THE LUZHIN DEFENSE
directed by Marleen Gorris with John Turturro and Emily Watson opens May 4 at Seven Gables
A CHESS MOVIE sounds about as exciting as, say, a yoga flick, since the game is essentially interior, an exercise in thought. (You'll recall that 1994's Fresh combined board moves with drug dealing and gunfire; 1993's Searching for Bobby Fischer was more father-son drama.) In adapting a Nabokov novella, Antonia's Line director Marleen Gorris naturally chooses to emphasize the love story between a shabby, eccentric, former child prodigy chess player (John Turturro) and the wealthy young woman (Emily Watson) who improbably falls for him. Both Luzhin and Natalia are members of the post-revolutionary Russian expatriate community; they meet on the lush shores of a Lake Como-like setting, circa the late '20s. He's there to compete, and she to find a husband.
Neither seems a good match for the other. He's a man-child, barely able to manage his life (or game, which is at something of a crisis). She's watchful and aware, rebuffing one eligible suitor as she scrutinizes penniless Luzhin. Embracing the latter is an affront to Natalia's stuffy, caricatured mother, although her relative family harmony contrasts with Luzhin's unhappy upbringing, which we see in regular flashbacks. "This wretched game makes you ill," says the lad's flawed but loving father. Such literal-minded writing works against Luzhin's convincingly European period look; in such a Merchant-Ivory setting, we expect more subtlety of character and sophistication of dialogue, both of which are sorely absent here. The return of Luzhin's villainous former mentor later adds minimal suspense to an obvious and disappointing film.

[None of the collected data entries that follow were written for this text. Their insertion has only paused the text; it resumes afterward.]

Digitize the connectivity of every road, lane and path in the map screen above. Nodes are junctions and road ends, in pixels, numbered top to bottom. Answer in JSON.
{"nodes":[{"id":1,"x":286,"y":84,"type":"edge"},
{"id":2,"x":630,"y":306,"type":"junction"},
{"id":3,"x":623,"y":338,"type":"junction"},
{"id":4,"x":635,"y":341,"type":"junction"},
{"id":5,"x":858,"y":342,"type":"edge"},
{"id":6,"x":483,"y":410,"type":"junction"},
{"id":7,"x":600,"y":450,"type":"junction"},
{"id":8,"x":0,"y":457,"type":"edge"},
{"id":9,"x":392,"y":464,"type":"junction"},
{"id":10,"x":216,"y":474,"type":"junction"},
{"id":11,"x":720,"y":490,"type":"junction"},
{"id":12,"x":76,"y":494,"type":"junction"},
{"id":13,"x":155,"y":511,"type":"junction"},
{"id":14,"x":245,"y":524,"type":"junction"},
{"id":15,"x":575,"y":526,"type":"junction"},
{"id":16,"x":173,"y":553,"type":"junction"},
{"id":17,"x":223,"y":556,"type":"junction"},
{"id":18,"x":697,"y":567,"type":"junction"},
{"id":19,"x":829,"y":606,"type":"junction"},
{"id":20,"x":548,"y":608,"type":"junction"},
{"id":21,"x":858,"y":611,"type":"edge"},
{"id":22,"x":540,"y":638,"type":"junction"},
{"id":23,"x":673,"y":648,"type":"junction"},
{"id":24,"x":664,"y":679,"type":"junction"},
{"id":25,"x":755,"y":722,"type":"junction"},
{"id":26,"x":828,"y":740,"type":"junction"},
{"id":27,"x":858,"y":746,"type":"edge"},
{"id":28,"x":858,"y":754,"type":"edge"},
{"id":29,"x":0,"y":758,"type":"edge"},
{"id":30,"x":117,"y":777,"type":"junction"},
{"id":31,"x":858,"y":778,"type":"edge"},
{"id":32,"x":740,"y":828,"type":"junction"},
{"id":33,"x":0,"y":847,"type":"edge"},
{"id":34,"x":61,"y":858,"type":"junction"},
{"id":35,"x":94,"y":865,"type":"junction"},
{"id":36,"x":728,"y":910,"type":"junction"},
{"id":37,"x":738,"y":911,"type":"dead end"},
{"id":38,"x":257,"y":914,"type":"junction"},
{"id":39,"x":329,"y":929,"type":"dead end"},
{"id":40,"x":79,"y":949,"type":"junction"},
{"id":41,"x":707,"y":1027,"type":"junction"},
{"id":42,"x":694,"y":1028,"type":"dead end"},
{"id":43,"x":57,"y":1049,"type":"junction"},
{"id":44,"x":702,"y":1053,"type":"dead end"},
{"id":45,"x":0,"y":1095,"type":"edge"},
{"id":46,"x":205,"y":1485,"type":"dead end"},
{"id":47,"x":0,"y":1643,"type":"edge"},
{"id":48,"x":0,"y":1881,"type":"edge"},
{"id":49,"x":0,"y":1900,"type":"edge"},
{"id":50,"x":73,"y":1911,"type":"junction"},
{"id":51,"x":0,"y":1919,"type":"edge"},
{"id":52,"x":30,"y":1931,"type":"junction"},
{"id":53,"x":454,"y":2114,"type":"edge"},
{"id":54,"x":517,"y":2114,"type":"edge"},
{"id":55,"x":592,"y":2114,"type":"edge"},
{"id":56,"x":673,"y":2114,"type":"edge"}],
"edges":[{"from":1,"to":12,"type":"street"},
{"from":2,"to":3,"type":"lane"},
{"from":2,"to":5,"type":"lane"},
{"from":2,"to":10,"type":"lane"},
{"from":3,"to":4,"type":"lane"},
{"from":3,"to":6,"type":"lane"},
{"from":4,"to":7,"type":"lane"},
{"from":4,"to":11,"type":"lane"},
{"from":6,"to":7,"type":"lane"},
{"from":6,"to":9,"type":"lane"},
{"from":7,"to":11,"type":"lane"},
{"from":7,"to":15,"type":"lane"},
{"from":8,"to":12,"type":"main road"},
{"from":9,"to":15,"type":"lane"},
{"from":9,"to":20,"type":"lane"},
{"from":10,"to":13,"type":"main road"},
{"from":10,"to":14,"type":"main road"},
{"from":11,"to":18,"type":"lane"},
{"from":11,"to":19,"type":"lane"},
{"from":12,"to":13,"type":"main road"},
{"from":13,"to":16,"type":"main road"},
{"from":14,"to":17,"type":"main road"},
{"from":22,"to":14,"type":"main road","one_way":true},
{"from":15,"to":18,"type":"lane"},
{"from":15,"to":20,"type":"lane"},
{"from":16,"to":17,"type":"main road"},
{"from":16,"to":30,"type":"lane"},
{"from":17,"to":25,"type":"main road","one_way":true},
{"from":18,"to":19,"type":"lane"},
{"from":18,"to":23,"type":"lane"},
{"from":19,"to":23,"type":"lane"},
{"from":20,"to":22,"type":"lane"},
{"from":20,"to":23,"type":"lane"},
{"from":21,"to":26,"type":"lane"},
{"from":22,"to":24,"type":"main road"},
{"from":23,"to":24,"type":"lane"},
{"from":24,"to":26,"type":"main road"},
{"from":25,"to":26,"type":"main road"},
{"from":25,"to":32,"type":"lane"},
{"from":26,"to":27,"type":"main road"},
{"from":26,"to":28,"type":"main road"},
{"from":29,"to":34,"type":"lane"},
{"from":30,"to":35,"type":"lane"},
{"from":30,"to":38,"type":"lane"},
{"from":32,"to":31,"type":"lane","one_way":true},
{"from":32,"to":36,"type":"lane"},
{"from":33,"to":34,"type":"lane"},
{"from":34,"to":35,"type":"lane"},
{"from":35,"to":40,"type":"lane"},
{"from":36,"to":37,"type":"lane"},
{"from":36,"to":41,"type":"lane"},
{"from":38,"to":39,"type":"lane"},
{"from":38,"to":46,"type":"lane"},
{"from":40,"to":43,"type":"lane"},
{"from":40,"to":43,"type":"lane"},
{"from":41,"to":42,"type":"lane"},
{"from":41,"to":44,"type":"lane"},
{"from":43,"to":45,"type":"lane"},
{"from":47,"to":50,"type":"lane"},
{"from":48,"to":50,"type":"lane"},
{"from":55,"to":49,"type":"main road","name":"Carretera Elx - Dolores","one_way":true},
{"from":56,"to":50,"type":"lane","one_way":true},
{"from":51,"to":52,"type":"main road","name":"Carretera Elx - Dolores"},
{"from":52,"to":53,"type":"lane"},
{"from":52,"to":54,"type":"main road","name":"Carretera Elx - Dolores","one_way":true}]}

As for the performers, Watson shines her usual intelligence through an underwritten part, while Turturro starts out refreshingly tic-free, then descends into Rain Man-style freak/savant mannerism. (You feel embarrassed for both actors during Luzhin's one overwrought sex scene.)
IN SEATTLE RECENTLY, Marleen Gorris explained how the Natalia character had to be fleshed out from Nabokov's 1930 story. "The book is actually very, very different from the script," she notes. "In the novel she's actually totally superficial. She isn't really a character. She's more of a sketch. If you have this very strong force of a chess player, then you need a stronger woman. Even at that time, she was a woman who could afford to be strong and independent, because she has money. What we did was to give her a stronger will of her own—and a sense of humor. It lightened up the story a bit."
Why does Natalia fall for the inscrutable Luzhin? "She wants the unknown, because the unknown is always far more attractive to some people than what they know," answers Gorris. Yet like the final chess problem that obsesses Luzhin, the director concludes, he ultimately remains an enigma to Natalia: "She can't crack him."